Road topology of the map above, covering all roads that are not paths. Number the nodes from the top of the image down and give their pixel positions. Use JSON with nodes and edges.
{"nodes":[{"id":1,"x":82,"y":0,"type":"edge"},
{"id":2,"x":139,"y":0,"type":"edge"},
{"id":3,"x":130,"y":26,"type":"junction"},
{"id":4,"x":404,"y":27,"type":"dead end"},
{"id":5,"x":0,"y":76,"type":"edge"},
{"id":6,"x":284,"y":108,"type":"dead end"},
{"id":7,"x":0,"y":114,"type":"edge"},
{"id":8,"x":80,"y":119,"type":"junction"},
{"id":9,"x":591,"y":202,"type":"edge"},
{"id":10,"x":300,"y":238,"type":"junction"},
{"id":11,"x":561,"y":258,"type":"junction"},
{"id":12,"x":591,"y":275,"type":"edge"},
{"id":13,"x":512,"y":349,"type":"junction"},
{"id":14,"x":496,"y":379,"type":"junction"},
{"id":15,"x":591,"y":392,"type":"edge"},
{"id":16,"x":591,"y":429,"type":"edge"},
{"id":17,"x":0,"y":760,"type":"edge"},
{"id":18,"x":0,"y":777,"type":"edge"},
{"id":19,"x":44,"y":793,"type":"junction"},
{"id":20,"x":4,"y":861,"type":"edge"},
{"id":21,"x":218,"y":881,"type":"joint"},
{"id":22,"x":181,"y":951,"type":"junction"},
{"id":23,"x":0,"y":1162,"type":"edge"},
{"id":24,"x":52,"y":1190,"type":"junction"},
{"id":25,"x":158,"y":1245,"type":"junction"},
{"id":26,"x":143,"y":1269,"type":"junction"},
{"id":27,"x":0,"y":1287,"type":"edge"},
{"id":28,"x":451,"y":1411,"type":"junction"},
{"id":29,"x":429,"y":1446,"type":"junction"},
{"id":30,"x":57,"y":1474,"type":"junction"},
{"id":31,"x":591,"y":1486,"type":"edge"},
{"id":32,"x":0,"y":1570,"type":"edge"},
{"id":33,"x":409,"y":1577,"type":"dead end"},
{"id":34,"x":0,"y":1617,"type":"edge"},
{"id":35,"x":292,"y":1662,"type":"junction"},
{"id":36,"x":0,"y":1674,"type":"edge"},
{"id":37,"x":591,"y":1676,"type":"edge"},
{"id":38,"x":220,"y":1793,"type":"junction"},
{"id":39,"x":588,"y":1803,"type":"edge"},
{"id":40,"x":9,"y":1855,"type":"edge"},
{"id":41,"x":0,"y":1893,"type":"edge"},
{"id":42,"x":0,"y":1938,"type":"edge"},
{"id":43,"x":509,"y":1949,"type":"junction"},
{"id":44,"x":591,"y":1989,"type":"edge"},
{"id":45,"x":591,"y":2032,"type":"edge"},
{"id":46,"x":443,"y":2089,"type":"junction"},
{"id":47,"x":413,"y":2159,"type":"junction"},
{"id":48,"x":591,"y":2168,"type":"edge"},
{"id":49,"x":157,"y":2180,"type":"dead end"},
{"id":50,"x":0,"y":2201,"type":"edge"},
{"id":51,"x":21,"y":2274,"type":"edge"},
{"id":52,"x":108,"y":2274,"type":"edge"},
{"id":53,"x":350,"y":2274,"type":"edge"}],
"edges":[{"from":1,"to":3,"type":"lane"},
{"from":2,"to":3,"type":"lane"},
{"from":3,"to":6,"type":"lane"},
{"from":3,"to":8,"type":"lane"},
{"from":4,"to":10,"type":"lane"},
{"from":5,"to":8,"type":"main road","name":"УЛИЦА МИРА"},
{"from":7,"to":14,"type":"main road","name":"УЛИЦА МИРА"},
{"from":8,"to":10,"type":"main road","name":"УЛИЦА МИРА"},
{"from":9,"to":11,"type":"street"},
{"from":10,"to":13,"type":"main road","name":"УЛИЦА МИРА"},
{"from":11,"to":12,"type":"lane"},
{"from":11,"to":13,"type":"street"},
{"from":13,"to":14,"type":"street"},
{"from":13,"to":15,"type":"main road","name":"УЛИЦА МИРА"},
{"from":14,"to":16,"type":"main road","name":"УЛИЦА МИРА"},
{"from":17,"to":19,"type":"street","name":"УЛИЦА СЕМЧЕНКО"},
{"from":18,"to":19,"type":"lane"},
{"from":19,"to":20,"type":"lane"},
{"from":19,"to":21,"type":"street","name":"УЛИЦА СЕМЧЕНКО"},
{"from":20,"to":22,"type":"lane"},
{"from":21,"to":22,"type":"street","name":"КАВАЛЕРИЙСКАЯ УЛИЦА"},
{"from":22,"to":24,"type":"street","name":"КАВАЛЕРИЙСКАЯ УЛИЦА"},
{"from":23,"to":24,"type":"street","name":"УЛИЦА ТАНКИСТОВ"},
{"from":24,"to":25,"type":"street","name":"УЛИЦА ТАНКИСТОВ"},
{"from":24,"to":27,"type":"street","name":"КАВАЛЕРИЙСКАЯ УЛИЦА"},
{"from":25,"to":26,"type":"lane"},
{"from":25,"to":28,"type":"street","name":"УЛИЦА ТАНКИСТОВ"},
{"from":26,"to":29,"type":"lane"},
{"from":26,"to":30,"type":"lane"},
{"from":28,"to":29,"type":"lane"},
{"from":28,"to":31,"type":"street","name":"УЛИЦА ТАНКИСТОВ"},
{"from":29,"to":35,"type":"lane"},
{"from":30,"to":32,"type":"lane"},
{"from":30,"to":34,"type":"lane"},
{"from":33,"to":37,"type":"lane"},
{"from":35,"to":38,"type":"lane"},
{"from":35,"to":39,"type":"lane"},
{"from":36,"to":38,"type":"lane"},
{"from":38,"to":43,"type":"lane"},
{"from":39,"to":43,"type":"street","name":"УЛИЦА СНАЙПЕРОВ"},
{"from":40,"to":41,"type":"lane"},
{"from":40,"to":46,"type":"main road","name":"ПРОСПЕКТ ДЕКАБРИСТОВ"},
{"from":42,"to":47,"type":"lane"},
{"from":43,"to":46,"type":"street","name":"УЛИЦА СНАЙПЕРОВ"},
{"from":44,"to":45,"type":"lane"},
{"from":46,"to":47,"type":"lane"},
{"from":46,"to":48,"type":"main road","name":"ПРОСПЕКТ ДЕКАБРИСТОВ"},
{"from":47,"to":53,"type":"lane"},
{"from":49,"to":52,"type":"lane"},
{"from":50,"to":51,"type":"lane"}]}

▶ WHAT YOU ARE ASKED TO DO: Scan the entries above and return each line that holds "ТАНКИСТОВ".

▶ TASK OUTPUT:
{"from":23,"to":24,"type":"street","name":"УЛИЦА ТАНКИСТОВ"},
{"from":24,"to":25,"type":"street","name":"УЛИЦА ТАНКИСТОВ"},
{"from":25,"to":28,"type":"street","name":"УЛИЦА ТАНКИСТОВ"},
{"from":28,"to":31,"type":"street","name":"УЛИЦА ТАНКИСТОВ"},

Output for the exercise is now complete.